Task brief
All lines in the records that carry the string "highway" are to be shown.

Data records

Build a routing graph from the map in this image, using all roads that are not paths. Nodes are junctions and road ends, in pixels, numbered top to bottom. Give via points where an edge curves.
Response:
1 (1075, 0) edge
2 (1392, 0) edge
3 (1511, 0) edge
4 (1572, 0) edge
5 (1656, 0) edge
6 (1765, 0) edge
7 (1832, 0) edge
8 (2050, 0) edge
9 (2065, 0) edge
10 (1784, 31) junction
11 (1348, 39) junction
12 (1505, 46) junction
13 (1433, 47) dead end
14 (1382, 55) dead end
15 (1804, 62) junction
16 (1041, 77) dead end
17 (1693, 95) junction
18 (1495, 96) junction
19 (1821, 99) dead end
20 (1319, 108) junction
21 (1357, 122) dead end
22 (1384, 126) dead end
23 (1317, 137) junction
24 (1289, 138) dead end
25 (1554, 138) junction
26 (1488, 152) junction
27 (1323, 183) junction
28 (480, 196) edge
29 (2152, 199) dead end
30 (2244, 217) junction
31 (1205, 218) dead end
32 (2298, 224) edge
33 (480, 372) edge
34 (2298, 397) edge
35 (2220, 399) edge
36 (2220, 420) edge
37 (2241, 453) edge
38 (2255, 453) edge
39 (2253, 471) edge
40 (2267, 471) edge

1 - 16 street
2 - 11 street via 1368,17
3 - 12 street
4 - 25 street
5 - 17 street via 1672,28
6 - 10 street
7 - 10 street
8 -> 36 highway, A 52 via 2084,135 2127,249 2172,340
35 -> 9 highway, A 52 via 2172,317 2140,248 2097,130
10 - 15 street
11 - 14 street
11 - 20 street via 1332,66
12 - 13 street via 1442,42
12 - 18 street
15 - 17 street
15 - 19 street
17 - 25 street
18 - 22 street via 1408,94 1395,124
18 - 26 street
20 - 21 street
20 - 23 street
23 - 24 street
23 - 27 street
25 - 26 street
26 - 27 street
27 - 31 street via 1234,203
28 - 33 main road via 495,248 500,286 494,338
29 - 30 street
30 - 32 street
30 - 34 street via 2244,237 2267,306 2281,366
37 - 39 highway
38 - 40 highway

Response to the task
8 -> 36 highway, A 52 via 2084,135 2127,249 2172,340
35 -> 9 highway, A 52 via 2172,317 2140,248 2097,130
37 - 39 highway
38 - 40 highway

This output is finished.